Among the lines of the records, please find those that contain the word "HIGHWAY" and copy them.

Start of Block

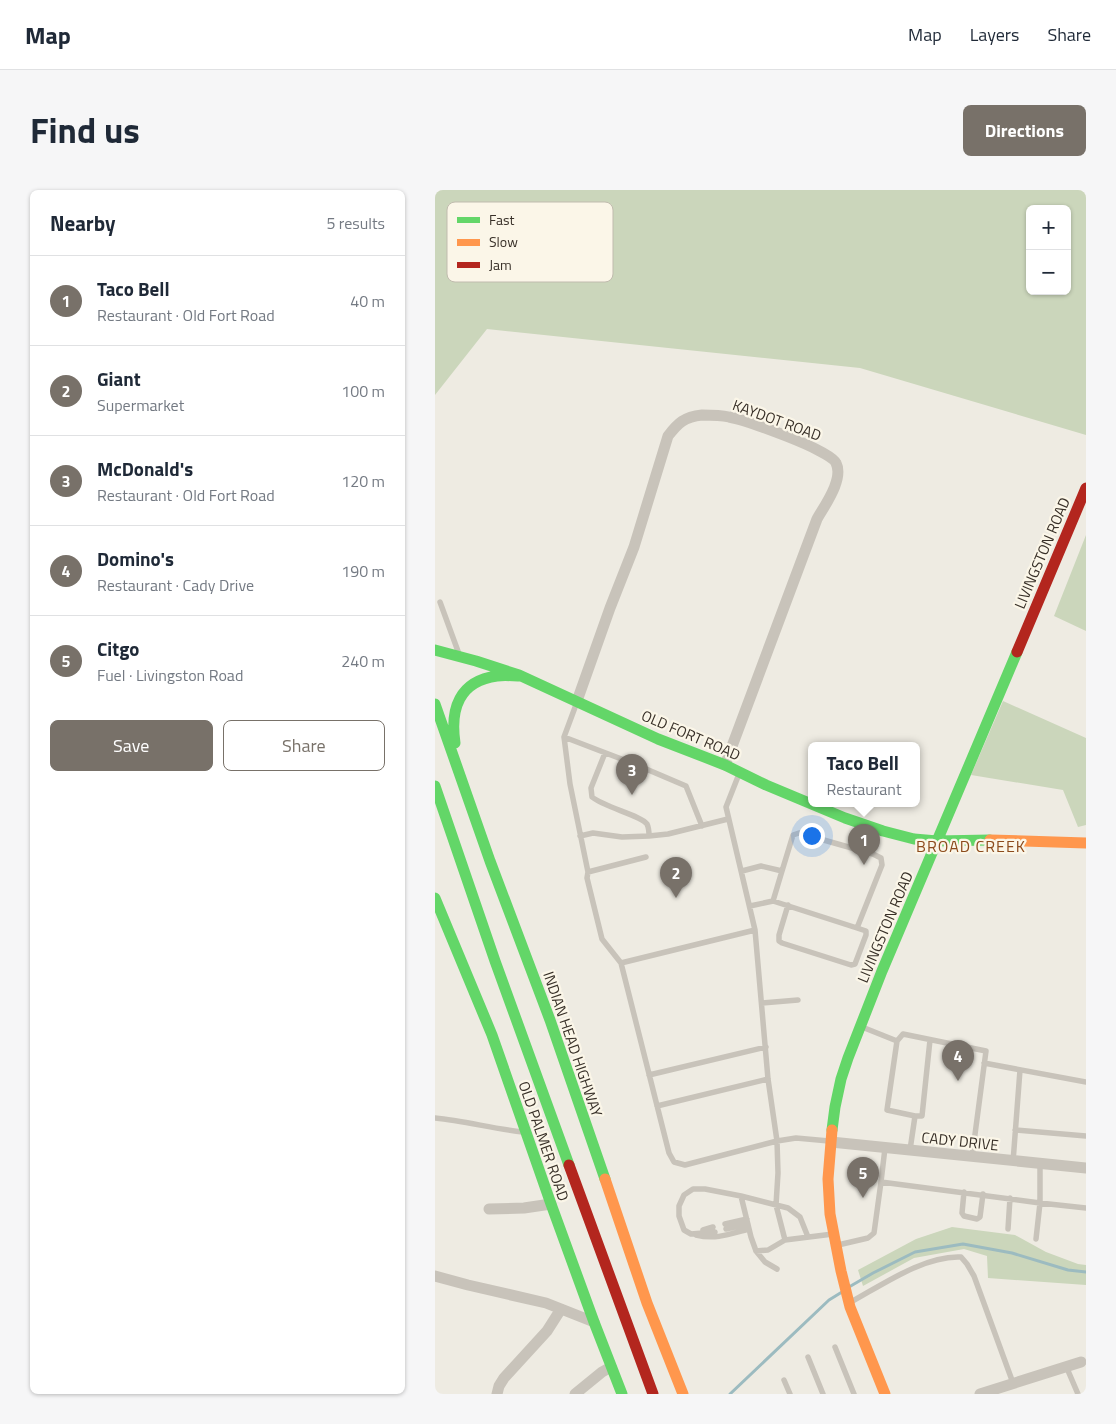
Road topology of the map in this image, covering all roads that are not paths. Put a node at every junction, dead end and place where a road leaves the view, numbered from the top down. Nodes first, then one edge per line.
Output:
1 (1086, 488) edge
2 (440, 602) dead end
3 (435, 650) edge
4 (460, 656) junction
5 (521, 676) junction
6 (577, 701) junction
7 (435, 704) edge
8 (564, 737) junction
9 (605, 753) junction
10 (725, 765) junction
11 (740, 772) junction
12 (435, 786) edge
13 (465, 787) junction
14 (808, 802) edge
15 (821, 807) edge
16 (728, 820) junction
17 (702, 826) junction
18 (580, 836) junction
19 (649, 836) junction
20 (937, 841) junction
21 (1086, 843) edge
22 (646, 857) dead end
23 (742, 871) junction
24 (782, 871) junction
25 (588, 872) junction
26 (435, 898) edge
27 (773, 901) junction
28 (788, 905) junction
29 (750, 906) junction
30 (857, 928) junction
31 (755, 930) junction
32 (621, 963) junction
33 (798, 1000) dead end
34 (762, 1003) junction
35 (860, 1026) junction
36 (931, 1040) junction
37 (897, 1041) junction
38 (766, 1047) junction
39 (984, 1063) junction
40 (1020, 1070) junction
41 (649, 1075) junction
42 (768, 1079) junction
43 (1086, 1082) edge
44 (657, 1106) junction
45 (915, 1116) junction
46 (435, 1118) edge
47 (1015, 1130) junction
48 (525, 1132) junction
49 (1086, 1136) edge
50 (777, 1141) junction
51 (831, 1142) junction
52 (885, 1148) junction
53 (910, 1150) junction
54 (972, 1157) junction
55 (1013, 1162) junction
56 (1040, 1164) junction
57 (1086, 1168) edge
58 (881, 1182) junction
59 (964, 1192) junction
60 (983, 1194) junction
61 (741, 1196) junction
62 (1010, 1198) junction
63 (1040, 1203) junction
64 (551, 1204) junction
65 (777, 1205) junction
66 (1086, 1208) edge
67 (489, 1209) dead end
68 (748, 1224) junction
69 (725, 1227) dead end
70 (714, 1229) dead end
71 (1008, 1229) dead end
72 (691, 1234) junction
73 (833, 1234) junction
74 (808, 1237) junction
75 (1036, 1239) dead end
76 (785, 1240) junction
77 (835, 1246) junction
78 (757, 1252) junction
79 (777, 1269) dead end
80 (435, 1276) edge
81 (849, 1302) junction
82 (561, 1309) junction
83 (594, 1322) junction
84 (835, 1347) dead end
85 (808, 1357) dead end
86 (1083, 1361) edge
87 (1066, 1366) junction
88 (611, 1367) junction
89 (784, 1380) dead end
90 (1013, 1383) junction
91 (497, 1393) edge
92 (985, 1393) edge
93 (575, 1394) edge
94 (622, 1394) edge
95 (653, 1394) edge
96 (683, 1394) edge
97 (790, 1394) edge
98 (823, 1394) edge
99 (854, 1394) edge
100 (885, 1394) edge
101 (1078, 1394) edge

1 - 20 main road, LIVINGSTON ROAD
2 - 4 lane
3 - 4 main road, OLD FORT ROAD
4 - 5 main road, OLD FORT ROAD
5 - 6 main road, OLD FORT ROAD
5 - 13 main road
6 - 8 lane
6 - 10 main road, OLD FORT ROAD
6 - 10 street, KAYDOT ROAD
7 - 13 main road, INDIAN HEAD HIGHWAY
8 - 9 lane
8 - 18 lane
9 - 17 lane
9 - 19 lane
10 - 11 main road, OLD FORT ROAD
11 - 14 main road, OLD FORT ROAD
11 - 16 lane
12 - 95 main road
13 - 96 main road, INDIAN HEAD HIGHWAY
15 - 20 main road, OLD FORT ROAD
16 - 17 lane
16 - 23 lane
17 - 19 lane
18 - 19 lane
18 - 25 lane
20 - 21 main road, OLD FORT ROAD
20 - 35 main road, LIVINGSTON ROAD
22 - 25 lane
23 - 24 lane
23 - 29 lane
24 - 27 lane
24 - 30 lane
25 - 32 lane
26 - 48 main road, OLD PALMER ROAD
27 - 28 lane
27 - 29 lane
28 - 30 lane
28 - 30 lane
29 - 31 lane
31 - 32 lane
31 - 34 lane
32 - 41 lane
33 - 34 lane
34 - 38 lane
35 - 37 lane
35 - 51 main road, LIVINGSTON ROAD
36 - 37 lane
36 - 39 lane
36 - 45 lane
37 - 45 lane
38 - 41 lane
38 - 42 lane
39 - 40 lane
39 - 54 lane
40 - 43 lane
40 - 47 lane
41 - 44 lane
42 - 44 lane
42 - 50 lane
44 - 50 lane
45 - 53 lane
46 - 48 lane
47 - 49 lane
47 - 55 lane
48 - 64 main road, OLD PALMER ROAD
50 - 51 lane
50 - 65 lane
51 - 52 street, CADY DRIVE
51 - 73 main road, LIVINGSTON ROAD
52 - 53 street, CADY DRIVE
52 - 58 lane
53 - 54 street, CADY DRIVE
54 - 55 street, CADY DRIVE
55 - 56 street, CADY DRIVE
56 - 57 street, CADY DRIVE
56 - 63 lane
58 - 59 lane
58 - 77 lane
59 - 60 lane
59 - 60 lane
60 - 62 lane
61 - 65 lane
61 - 68 lane
61 - 72 lane
62 - 63 lane
62 - 71 lane
63 - 66 lane
63 - 75 lane
64 - 67 street
64 - 83 main road, OLD PALMER ROAD
65 - 74 lane
65 - 76 lane
68 - 69 lane
68 - 72 lane
68 - 78 lane
70 - 72 lane
73 - 74 lane
73 - 77 main road, LIVINGSTON ROAD
74 - 76 lane
76 - 78 lane
77 - 81 main road, LIVINGSTON ROAD
78 - 79 lane
80 - 82 street
81 - 90 lane
81 - 100 main road, LIVINGSTON ROAD
82 - 83 street
82 - 91 street
83 - 88 main road, OLD PALMER ROAD
84 - 99 lane
85 - 98 lane
86 - 87 street
87 - 90 street
87 - 101 lane
88 - 93 street
88 - 94 main road, OLD PALMER ROAD
89 - 97 lane
90 - 92 street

End of Block

SOLUTION:
7 - 13 main road, INDIAN HEAD HIGHWAY
13 - 96 main road, INDIAN HEAD HIGHWAY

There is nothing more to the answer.